>>>

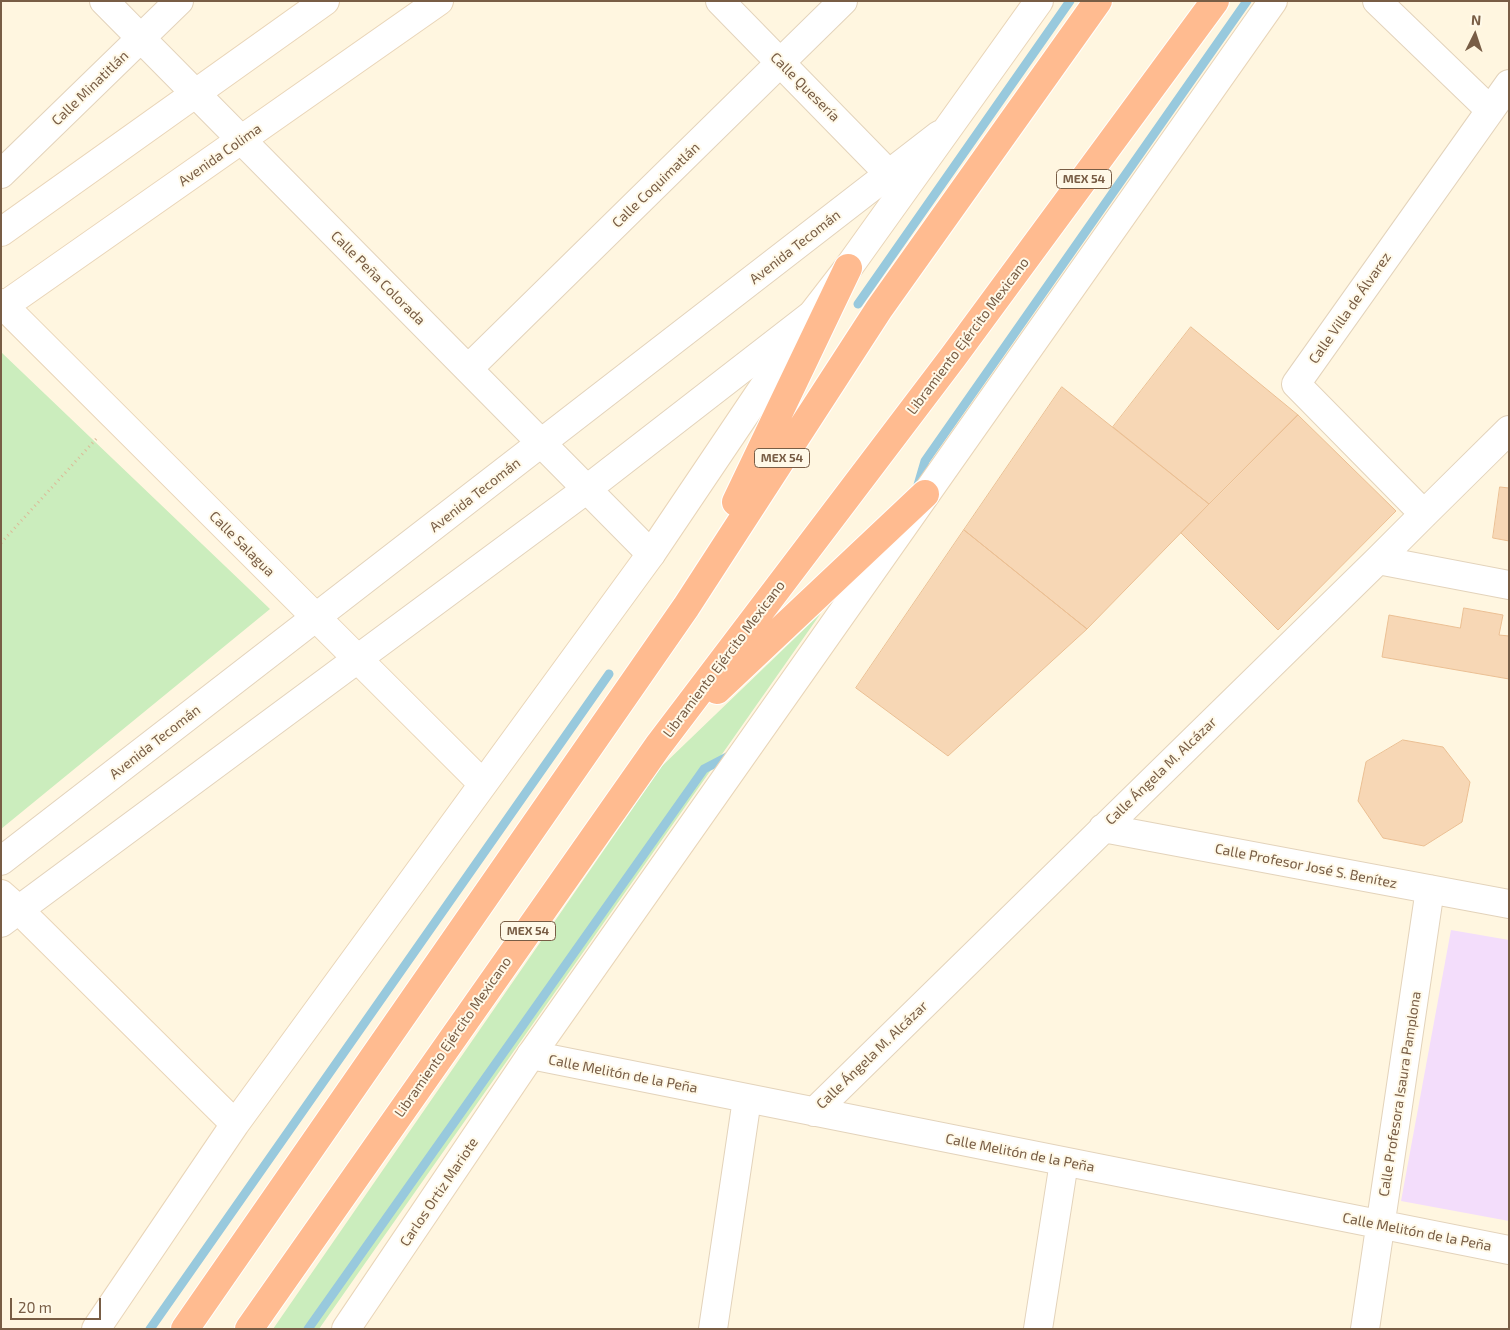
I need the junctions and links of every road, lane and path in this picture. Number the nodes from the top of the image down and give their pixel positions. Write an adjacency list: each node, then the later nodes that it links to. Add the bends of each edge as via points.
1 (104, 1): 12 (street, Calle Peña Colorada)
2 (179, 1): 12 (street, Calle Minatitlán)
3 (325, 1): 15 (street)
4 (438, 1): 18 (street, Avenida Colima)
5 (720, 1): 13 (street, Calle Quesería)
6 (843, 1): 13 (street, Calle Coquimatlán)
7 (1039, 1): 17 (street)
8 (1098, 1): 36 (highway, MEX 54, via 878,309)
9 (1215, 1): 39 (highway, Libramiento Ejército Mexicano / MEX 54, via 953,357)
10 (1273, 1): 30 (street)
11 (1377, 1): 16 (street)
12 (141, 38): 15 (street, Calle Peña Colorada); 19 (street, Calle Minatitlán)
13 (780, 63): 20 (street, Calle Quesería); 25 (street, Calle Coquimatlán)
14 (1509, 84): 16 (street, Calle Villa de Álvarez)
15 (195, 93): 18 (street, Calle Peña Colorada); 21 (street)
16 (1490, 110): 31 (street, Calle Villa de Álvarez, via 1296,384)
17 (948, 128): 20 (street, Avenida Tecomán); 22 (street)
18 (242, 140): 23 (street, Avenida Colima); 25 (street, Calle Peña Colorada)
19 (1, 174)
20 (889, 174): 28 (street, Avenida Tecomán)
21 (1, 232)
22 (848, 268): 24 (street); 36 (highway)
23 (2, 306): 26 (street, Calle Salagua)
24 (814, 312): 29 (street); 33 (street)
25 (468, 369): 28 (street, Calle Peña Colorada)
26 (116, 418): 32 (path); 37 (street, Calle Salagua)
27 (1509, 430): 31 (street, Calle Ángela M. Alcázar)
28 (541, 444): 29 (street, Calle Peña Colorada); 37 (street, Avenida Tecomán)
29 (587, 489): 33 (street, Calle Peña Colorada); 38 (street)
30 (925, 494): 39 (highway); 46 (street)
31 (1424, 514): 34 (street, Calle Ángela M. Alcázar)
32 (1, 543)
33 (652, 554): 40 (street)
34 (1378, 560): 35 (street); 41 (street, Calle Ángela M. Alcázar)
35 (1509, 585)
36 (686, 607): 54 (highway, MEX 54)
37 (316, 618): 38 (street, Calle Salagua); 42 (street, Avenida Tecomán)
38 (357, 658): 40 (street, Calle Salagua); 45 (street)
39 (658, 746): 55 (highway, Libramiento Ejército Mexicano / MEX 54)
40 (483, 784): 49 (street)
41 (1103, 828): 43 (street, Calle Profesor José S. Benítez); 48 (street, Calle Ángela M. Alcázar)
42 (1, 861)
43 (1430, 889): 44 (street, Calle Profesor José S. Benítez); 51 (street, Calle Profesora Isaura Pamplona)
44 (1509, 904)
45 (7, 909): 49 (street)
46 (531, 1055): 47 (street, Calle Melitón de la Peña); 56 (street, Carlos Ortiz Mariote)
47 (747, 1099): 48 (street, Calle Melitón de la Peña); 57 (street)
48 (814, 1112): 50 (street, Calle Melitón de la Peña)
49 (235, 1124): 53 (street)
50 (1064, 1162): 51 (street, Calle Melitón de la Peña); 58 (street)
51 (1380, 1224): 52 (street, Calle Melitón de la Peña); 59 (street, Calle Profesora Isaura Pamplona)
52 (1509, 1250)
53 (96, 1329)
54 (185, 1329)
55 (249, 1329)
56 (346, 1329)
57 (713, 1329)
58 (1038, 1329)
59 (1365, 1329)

<<<

• Work to complete: Within the records above, find every line containing "Álvarez" and report only how many there are.

• Solution: 2